● TASK DESCRIPTION:
Could you copy every line of the data that contains the word "Emas"?

----

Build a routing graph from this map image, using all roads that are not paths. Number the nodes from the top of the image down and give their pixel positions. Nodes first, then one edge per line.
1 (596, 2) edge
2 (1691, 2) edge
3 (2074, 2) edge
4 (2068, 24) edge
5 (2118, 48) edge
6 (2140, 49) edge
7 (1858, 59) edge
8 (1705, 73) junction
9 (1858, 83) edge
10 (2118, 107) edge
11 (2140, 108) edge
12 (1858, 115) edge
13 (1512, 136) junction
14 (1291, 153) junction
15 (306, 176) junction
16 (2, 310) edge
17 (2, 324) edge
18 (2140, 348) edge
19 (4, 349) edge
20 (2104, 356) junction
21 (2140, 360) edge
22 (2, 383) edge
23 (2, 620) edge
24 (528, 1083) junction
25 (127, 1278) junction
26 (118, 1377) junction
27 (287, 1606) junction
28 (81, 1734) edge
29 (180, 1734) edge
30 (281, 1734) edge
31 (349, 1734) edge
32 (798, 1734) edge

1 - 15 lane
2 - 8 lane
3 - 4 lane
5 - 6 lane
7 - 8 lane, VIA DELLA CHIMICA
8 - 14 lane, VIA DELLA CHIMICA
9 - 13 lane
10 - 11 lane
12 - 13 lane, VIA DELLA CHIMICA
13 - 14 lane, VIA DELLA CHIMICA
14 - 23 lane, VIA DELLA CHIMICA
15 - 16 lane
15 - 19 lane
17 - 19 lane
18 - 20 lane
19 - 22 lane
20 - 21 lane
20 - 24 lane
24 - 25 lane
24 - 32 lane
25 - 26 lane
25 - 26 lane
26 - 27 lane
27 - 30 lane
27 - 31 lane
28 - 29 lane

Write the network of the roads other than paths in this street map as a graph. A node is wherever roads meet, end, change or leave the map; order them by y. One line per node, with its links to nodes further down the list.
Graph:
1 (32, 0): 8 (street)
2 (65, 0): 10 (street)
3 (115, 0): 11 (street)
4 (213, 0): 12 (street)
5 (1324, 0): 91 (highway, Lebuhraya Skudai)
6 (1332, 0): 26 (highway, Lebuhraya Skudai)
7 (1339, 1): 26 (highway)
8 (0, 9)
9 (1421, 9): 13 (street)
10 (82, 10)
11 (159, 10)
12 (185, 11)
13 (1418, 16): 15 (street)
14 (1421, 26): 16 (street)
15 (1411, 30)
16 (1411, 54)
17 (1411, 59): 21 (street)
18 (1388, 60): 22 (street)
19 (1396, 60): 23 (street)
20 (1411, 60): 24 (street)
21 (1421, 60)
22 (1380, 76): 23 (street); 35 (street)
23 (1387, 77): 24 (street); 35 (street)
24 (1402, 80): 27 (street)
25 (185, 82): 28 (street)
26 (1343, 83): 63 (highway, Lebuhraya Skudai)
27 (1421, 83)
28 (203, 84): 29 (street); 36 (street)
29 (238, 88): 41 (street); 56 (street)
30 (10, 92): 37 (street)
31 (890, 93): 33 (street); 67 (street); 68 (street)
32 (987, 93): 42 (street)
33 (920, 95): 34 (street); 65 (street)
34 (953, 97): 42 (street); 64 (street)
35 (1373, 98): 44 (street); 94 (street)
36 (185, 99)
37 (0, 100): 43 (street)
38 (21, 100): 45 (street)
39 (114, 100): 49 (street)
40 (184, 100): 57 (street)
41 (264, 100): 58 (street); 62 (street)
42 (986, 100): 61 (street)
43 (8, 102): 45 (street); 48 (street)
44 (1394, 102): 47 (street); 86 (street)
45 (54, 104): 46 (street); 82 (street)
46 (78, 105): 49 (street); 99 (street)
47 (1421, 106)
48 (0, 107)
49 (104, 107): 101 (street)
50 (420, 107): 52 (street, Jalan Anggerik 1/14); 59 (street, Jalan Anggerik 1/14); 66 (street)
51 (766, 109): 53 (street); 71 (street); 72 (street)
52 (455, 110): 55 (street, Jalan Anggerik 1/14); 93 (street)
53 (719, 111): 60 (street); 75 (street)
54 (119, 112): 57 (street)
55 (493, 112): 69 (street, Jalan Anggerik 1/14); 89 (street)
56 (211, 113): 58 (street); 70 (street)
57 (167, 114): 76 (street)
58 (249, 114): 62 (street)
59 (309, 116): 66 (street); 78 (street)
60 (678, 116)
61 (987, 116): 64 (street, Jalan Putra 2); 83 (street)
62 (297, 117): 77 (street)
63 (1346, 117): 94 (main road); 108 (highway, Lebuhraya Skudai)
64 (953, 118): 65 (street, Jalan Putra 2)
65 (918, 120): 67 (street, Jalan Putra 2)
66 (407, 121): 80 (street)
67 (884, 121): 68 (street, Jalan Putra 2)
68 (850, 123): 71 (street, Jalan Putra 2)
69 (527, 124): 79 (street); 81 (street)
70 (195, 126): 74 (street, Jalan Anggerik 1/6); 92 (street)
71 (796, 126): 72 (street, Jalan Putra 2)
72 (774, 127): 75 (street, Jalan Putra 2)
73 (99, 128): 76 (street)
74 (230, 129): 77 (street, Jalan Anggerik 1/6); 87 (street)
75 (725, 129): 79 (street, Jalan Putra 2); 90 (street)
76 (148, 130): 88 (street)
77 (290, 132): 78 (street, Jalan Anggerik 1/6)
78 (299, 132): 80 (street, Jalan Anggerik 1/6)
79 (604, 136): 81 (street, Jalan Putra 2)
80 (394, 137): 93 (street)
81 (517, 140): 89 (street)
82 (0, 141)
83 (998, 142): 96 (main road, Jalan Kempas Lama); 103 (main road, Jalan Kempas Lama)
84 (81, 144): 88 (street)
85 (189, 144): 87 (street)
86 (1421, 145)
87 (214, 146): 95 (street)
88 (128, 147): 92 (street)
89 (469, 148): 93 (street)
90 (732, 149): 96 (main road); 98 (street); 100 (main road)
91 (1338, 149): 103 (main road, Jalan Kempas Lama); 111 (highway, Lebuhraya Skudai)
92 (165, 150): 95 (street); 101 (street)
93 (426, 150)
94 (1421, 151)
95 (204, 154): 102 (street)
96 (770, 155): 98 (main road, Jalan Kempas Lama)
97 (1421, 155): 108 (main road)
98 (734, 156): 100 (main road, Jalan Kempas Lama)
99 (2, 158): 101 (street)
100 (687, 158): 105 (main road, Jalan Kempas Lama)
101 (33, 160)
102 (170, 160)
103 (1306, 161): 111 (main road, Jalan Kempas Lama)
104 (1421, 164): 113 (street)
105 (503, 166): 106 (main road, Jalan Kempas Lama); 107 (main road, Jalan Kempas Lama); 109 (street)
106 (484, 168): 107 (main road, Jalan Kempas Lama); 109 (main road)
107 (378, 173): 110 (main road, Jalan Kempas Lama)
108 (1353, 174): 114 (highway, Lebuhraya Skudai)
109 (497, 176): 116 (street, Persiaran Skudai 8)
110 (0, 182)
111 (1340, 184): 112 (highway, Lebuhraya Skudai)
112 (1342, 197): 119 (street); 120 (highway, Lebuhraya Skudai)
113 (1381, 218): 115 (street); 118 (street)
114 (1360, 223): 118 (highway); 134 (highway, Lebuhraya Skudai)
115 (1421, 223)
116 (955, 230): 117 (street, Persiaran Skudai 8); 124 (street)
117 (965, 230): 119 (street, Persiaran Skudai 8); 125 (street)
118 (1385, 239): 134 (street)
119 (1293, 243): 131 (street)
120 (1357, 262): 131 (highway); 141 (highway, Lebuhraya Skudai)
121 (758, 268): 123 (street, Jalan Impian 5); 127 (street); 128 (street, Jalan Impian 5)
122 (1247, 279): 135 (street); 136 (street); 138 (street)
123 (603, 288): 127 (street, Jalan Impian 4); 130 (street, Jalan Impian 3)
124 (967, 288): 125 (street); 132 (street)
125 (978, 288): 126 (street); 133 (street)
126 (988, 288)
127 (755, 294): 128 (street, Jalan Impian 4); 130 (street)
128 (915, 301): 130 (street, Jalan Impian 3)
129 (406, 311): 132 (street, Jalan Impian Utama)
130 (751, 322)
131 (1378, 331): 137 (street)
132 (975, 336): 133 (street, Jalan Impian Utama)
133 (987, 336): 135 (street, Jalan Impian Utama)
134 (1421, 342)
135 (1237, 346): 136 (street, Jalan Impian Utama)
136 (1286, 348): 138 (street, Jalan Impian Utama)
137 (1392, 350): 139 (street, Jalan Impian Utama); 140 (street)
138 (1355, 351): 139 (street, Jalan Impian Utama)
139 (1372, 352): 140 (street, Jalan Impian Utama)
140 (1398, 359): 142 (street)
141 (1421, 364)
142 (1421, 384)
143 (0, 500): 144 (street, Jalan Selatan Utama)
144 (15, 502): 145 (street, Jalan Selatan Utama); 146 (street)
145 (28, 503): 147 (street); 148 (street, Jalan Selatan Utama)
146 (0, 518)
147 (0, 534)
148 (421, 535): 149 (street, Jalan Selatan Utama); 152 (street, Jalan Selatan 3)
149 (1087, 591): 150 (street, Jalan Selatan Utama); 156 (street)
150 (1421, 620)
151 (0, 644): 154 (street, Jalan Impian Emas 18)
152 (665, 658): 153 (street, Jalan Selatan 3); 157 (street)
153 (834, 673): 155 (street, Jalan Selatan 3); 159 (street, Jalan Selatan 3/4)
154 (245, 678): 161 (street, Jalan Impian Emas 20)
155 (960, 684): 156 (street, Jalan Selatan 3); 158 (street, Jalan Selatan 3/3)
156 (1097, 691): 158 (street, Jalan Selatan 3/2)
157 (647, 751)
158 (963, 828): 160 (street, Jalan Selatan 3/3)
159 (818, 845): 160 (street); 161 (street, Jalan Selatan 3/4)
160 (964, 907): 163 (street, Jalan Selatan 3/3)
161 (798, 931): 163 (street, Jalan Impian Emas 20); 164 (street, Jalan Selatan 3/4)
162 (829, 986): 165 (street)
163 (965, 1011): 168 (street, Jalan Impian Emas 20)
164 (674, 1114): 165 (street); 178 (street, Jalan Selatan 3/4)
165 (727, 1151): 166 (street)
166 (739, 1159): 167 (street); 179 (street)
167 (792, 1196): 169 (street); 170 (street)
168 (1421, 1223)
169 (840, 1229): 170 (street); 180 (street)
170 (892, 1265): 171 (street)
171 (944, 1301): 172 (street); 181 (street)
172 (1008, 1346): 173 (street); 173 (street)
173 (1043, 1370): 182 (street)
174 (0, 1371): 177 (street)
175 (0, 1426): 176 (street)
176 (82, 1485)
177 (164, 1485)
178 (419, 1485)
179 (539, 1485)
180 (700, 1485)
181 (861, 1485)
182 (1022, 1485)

----

● SOLUTION TO THIS TASK:
151 (0, 644): 154 (street, Jalan Impian Emas 18)
154 (245, 678): 161 (street, Jalan Impian Emas 20)
161 (798, 931): 163 (street, Jalan Impian Emas 20); 164 (street, Jalan Selatan 3/4)
163 (965, 1011): 168 (street, Jalan Impian Emas 20)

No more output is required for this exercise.